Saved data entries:

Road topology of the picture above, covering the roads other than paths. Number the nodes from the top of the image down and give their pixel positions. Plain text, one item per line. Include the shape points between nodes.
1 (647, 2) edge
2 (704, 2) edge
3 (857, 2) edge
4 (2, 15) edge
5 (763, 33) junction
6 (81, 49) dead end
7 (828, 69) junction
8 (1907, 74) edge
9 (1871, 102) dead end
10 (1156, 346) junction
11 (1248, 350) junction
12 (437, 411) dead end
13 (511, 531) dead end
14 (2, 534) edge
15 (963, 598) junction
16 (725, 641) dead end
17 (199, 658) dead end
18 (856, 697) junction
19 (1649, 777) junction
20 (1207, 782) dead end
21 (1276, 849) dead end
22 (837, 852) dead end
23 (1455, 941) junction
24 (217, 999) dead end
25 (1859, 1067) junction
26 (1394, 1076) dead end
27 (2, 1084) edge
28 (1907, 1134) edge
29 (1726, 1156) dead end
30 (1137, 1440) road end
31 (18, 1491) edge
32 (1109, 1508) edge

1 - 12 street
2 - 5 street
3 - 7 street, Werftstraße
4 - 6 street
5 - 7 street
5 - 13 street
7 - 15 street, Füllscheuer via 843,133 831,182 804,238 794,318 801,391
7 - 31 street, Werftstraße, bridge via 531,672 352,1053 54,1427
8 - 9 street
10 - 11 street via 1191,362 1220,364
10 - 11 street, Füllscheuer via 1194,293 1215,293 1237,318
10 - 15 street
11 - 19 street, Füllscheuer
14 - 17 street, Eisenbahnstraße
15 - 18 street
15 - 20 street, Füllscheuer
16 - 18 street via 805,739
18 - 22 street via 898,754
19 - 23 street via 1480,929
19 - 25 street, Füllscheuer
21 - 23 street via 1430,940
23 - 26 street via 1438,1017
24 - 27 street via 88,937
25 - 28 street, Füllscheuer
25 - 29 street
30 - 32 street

▶ _Your assignment_: Make a verbatim copy of every entry shown above.

▶ _Output below_:
Road topology of the picture above, covering the roads other than paths. Number the nodes from the top of the image down and give their pixel positions. Plain text, one item per line. Include the shape points between nodes.
1 (647, 2) edge
2 (704, 2) edge
3 (857, 2) edge
4 (2, 15) edge
5 (763, 33) junction
6 (81, 49) dead end
7 (828, 69) junction
8 (1907, 74) edge
9 (1871, 102) dead end
10 (1156, 346) junction
11 (1248, 350) junction
12 (437, 411) dead end
13 (511, 531) dead end
14 (2, 534) edge
15 (963, 598) junction
16 (725, 641) dead end
17 (199, 658) dead end
18 (856, 697) junction
19 (1649, 777) junction
20 (1207, 782) dead end
21 (1276, 849) dead end
22 (837, 852) dead end
23 (1455, 941) junction
24 (217, 999) dead end
25 (1859, 1067) junction
26 (1394, 1076) dead end
27 (2, 1084) edge
28 (1907, 1134) edge
29 (1726, 1156) dead end
30 (1137, 1440) road end
31 (18, 1491) edge
32 (1109, 1508) edge

1 - 12 street
2 - 5 street
3 - 7 street, Werftstraße
4 - 6 street
5 - 7 street
5 - 13 street
7 - 15 street, Füllscheuer via 843,133 831,182 804,238 794,318 801,391
7 - 31 street, Werftstraße, bridge via 531,672 352,1053 54,1427
8 - 9 street
10 - 11 street via 1191,362 1220,364
10 - 11 street, Füllscheuer via 1194,293 1215,293 1237,318
10 - 15 street
11 - 19 street, Füllscheuer
14 - 17 street, Eisenbahnstraße
15 - 18 street
15 - 20 street, Füllscheuer
16 - 18 street via 805,739
18 - 22 street via 898,754
19 - 23 street via 1480,929
19 - 25 street, Füllscheuer
21 - 23 street via 1430,940
23 - 26 street via 1438,1017
24 - 27 street via 88,937
25 - 28 street, Füllscheuer
25 - 29 street
30 - 32 street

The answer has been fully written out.